Building an AI feature is the easy part now. The harder discipline is deciding, a few weeks in, whether it actually deserves to stay. Plenty of features that demo beautifully turn out to cost more attention than they save. We try to know which is which, with numbers rather than vibes.

The first question is always about time, and on both sides of the ledger. How much time does the feature save the person doing the work, and how much time does it add in review and correction. People remember the saving and forget the review. A draft that takes two minutes to fix when it used to take ten to write is a real win. A draft that takes nine minutes to fix is theatre. You only find out by watching real use, not by asking how people feel about it.
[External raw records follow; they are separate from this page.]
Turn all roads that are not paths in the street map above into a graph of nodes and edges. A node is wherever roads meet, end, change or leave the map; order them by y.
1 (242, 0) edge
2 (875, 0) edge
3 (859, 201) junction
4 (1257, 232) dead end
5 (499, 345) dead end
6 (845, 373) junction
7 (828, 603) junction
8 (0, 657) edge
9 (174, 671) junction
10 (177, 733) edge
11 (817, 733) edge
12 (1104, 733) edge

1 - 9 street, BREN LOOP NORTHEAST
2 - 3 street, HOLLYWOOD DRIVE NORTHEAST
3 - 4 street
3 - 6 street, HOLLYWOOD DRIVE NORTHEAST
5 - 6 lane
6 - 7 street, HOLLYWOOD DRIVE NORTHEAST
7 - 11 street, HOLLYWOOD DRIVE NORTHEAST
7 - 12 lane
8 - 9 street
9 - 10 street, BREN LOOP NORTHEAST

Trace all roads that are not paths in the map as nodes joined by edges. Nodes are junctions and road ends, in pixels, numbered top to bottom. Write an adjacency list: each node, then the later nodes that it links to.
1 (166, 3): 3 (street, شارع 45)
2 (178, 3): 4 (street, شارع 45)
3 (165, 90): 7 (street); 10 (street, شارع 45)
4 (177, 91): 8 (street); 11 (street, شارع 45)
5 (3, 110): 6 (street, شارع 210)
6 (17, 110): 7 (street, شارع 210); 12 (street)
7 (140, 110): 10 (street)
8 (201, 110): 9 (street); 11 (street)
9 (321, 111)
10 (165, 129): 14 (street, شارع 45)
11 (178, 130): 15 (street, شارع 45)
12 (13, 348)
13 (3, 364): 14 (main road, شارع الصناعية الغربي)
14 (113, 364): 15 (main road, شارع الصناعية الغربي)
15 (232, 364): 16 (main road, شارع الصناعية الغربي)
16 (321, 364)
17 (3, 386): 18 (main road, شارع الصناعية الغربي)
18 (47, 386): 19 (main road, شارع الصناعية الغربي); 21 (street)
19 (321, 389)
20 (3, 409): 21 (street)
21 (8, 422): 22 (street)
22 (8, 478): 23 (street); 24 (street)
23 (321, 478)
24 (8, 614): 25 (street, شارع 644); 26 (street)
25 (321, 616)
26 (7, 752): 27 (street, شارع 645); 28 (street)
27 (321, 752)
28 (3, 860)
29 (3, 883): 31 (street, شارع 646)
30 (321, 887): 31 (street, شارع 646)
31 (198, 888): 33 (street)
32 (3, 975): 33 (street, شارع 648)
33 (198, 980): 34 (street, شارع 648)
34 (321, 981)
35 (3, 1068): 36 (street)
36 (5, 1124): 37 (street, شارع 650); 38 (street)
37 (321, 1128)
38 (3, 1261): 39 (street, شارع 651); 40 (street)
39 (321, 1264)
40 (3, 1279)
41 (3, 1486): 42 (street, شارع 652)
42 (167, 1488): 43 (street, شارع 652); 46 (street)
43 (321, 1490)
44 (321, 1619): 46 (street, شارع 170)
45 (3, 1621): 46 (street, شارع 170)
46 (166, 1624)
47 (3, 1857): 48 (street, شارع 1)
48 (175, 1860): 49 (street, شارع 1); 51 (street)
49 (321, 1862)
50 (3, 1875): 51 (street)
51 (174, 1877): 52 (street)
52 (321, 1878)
The second question is accuracy in the way that matters for this job, not in the abstract. For an extraction feature, what share of fields are right enough to confirm without changing. For a classifier, how often the routing is correct, and just as importantly what the wrong cases cost. A misrouted newsletter is nothing. A misrouted complaint is something. We weight errors by what they actually do, not by counting them equally.

The numbers we watch

A few measures tell us most of what we need.

  • Time saved per item, net of review time, measured on real work rather than estimated.
  • Accuracy at the level of trust, meaning the share of output a person accepts unchanged.
  • Override rate over time, because if people increasingly correct or ignore the AI, they are voting against it.
  • Running cost per item, including the model bill and the human review behind it.

That last point matters. The cost of an AI feature is rarely the model. It is the review time around it. A feature can be accurate and still not worth keeping if every output needs a careful human pass. We count that honestly or we are fooling ourselves.

Keep, fix, or retire

With those numbers in hand the decision is usually clear. If the net time saved is real and the override rate is low and falling, keep it and look for the next workflow. If accuracy is fine but review is heavy, the fix is often in the interface, making confirmation faster, not in the model. If people are quietly working around it, that is the strongest signal of all, and we would rather retire a feature cleanly than let it linger as dead weight.

We bake this into how we work from the Discovery Sprint onward. The prototype is not just to prove the thing can be built. It is to start gathering the honest numbers that tell us whether it should be. A feature that cannot show its value after a fair trial does not get to stay on sentiment. That rule has saved our clients money, and it has saved us from defending things that were never really working.